Clearly, there is no disagreement over the utility of the project, but all that major parties are demanding is due deference to the needs of smaller regions. Most of the complaints could have been avoided had the federal government thought through its plans. This chorus of protest from the west and the south should have rung alarm bells long ago and the sooner the federal government moves for consensus, the better it would be for the federation because this discord has also unnerved the Chinese government and its officials in Islamabad. They complain of deficient coordination and consensus-building by the federal government. We are not going to wait for consensus to develop within Pakistan. If it doesn’t come about, we will move on. Time and opportunities are limited.

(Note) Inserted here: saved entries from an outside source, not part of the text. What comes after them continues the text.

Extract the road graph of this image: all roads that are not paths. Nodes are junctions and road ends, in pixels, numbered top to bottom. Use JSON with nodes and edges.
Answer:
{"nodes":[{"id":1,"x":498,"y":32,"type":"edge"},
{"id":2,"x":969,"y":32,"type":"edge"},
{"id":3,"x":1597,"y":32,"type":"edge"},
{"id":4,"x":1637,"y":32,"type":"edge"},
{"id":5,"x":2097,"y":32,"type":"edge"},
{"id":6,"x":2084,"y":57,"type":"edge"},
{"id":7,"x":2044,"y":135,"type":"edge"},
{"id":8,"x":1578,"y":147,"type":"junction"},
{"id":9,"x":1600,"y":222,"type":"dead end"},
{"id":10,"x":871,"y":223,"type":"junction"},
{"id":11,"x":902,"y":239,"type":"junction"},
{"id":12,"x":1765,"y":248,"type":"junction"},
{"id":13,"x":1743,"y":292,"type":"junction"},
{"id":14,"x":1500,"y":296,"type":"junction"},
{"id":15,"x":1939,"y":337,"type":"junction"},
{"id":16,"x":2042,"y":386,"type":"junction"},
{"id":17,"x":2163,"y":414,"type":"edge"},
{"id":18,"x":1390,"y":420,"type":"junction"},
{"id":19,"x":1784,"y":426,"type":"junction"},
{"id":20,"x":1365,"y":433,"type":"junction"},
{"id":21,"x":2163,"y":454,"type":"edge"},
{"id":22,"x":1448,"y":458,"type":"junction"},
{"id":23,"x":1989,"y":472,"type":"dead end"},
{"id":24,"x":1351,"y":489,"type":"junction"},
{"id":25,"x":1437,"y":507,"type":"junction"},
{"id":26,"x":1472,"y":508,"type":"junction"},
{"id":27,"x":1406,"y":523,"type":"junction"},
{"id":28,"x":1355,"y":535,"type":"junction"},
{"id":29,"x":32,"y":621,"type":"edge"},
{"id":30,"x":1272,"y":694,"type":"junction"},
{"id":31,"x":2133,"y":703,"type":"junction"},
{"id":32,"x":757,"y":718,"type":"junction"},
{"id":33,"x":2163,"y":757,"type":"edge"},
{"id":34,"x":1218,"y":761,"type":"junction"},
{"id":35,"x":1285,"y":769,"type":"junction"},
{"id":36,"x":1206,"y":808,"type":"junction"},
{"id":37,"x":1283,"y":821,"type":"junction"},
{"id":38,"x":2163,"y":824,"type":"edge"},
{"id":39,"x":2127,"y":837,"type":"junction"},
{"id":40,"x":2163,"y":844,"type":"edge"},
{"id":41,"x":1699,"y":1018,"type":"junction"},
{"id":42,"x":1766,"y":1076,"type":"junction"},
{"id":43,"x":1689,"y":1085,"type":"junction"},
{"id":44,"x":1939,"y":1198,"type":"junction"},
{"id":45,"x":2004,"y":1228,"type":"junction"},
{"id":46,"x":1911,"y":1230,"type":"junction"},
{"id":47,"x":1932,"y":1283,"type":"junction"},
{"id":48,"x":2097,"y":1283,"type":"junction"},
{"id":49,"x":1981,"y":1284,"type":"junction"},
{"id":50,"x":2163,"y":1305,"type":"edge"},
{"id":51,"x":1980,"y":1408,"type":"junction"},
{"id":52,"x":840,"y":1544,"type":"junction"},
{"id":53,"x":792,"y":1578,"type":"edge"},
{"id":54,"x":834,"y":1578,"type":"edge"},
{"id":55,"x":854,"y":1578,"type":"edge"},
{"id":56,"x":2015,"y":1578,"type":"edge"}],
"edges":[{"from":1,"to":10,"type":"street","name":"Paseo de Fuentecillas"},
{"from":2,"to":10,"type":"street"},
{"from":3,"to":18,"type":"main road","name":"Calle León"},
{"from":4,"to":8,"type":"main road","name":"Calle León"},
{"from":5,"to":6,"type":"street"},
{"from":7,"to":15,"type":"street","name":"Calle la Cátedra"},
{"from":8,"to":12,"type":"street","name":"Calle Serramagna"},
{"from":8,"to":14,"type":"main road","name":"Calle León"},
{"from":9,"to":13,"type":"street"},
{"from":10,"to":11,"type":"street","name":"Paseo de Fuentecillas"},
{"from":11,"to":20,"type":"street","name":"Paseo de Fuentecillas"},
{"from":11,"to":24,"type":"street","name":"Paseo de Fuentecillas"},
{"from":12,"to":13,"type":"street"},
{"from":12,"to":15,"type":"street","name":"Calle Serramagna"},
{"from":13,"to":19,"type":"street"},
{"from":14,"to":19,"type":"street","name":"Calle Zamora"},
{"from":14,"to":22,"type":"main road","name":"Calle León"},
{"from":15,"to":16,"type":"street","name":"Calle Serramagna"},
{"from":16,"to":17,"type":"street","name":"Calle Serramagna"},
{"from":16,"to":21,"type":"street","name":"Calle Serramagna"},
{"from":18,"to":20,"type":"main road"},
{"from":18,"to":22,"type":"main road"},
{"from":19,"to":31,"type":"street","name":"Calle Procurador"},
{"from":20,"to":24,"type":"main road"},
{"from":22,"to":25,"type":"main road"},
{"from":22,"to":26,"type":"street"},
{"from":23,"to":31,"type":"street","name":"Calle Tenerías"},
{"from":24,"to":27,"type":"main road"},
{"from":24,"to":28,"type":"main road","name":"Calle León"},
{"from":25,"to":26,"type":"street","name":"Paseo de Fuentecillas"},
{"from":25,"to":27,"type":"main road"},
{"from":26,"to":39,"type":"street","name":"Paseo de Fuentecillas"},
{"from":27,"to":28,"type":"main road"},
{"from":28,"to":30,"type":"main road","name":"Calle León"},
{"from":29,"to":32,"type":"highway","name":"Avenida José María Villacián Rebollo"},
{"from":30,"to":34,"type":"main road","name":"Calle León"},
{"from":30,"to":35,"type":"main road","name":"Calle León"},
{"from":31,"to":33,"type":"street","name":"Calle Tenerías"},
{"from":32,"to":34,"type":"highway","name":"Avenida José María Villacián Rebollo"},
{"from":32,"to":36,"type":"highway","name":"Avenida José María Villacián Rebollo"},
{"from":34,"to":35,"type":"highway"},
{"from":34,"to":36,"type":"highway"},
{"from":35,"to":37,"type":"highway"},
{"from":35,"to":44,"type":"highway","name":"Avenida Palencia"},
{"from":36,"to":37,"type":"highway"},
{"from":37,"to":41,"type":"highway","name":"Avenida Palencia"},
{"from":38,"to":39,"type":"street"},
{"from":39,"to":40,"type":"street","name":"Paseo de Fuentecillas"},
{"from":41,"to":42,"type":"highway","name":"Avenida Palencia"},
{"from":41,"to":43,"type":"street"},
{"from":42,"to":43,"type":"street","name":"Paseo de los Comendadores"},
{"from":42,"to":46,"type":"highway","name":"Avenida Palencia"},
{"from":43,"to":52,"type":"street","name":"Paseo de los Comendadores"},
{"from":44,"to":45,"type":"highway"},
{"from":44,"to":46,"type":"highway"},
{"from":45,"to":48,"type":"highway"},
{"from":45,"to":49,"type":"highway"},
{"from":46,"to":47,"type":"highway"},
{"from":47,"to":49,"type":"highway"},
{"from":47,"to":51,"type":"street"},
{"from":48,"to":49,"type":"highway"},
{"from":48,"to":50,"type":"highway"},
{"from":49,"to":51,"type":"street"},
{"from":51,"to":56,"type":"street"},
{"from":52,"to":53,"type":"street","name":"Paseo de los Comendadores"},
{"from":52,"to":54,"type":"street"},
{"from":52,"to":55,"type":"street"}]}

The Sharifs are either mistaken, ill-informed, or deliberately ignoring a basic fact: they must first secure the vicinity around land-locked Punjab if they want to create a haven of peace and prosperity. Ignoring key links such as Balochistan and K-P — both of which are battered by conflict and begging for urgent prioritised attention — will not only inflate existing disparities, it may also scare the Chinese away, who will probably opt for longer and costlier corridors rather than remaining hostage to the selfish and squabbling ruling elite of Pakistan.
Published in The Express Tribune, January 13th, 2016.